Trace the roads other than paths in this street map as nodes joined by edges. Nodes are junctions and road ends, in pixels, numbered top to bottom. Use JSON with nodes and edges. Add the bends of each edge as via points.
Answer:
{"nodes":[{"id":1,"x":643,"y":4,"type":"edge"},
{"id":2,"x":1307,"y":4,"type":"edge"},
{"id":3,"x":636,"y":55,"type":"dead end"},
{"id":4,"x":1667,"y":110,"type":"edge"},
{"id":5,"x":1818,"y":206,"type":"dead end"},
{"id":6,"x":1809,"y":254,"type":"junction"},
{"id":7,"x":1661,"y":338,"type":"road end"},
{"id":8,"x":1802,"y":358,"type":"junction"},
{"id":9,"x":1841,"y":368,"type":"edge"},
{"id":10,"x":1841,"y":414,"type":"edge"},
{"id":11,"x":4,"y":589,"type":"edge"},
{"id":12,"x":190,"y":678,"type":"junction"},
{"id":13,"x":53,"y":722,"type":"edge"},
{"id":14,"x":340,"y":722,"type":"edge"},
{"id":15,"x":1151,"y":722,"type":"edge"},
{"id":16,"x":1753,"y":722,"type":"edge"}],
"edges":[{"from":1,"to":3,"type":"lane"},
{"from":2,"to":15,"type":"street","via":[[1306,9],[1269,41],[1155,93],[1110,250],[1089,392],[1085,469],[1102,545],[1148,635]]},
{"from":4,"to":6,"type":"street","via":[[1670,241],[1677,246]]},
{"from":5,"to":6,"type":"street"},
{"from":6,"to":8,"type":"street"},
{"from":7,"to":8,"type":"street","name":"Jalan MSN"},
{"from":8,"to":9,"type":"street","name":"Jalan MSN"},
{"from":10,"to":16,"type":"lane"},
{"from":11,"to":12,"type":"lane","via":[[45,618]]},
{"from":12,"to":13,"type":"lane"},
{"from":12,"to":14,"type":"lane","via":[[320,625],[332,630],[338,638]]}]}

WHAT TO WORK ON: Without changing a word, print all of the entries above.

ANSWER TO THIS PROBLEM:
Trace the roads other than paths in this street map as nodes joined by edges. Nodes are junctions and road ends, in pixels, numbered top to bottom. Use JSON with nodes and edges. Add the bends of each edge as via points.
Answer:
{"nodes":[{"id":1,"x":643,"y":4,"type":"edge"},
{"id":2,"x":1307,"y":4,"type":"edge"},
{"id":3,"x":636,"y":55,"type":"dead end"},
{"id":4,"x":1667,"y":110,"type":"edge"},
{"id":5,"x":1818,"y":206,"type":"dead end"},
{"id":6,"x":1809,"y":254,"type":"junction"},
{"id":7,"x":1661,"y":338,"type":"road end"},
{"id":8,"x":1802,"y":358,"type":"junction"},
{"id":9,"x":1841,"y":368,"type":"edge"},
{"id":10,"x":1841,"y":414,"type":"edge"},
{"id":11,"x":4,"y":589,"type":"edge"},
{"id":12,"x":190,"y":678,"type":"junction"},
{"id":13,"x":53,"y":722,"type":"edge"},
{"id":14,"x":340,"y":722,"type":"edge"},
{"id":15,"x":1151,"y":722,"type":"edge"},
{"id":16,"x":1753,"y":722,"type":"edge"}],
"edges":[{"from":1,"to":3,"type":"lane"},
{"from":2,"to":15,"type":"street","via":[[1306,9],[1269,41],[1155,93],[1110,250],[1089,392],[1085,469],[1102,545],[1148,635]]},
{"from":4,"to":6,"type":"street","via":[[1670,241],[1677,246]]},
{"from":5,"to":6,"type":"street"},
{"from":6,"to":8,"type":"street"},
{"from":7,"to":8,"type":"street","name":"Jalan MSN"},
{"from":8,"to":9,"type":"street","name":"Jalan MSN"},
{"from":10,"to":16,"type":"lane"},
{"from":11,"to":12,"type":"lane","via":[[45,618]]},
{"from":12,"to":13,"type":"lane"},
{"from":12,"to":14,"type":"lane","via":[[320,625],[332,630],[338,638]]}]}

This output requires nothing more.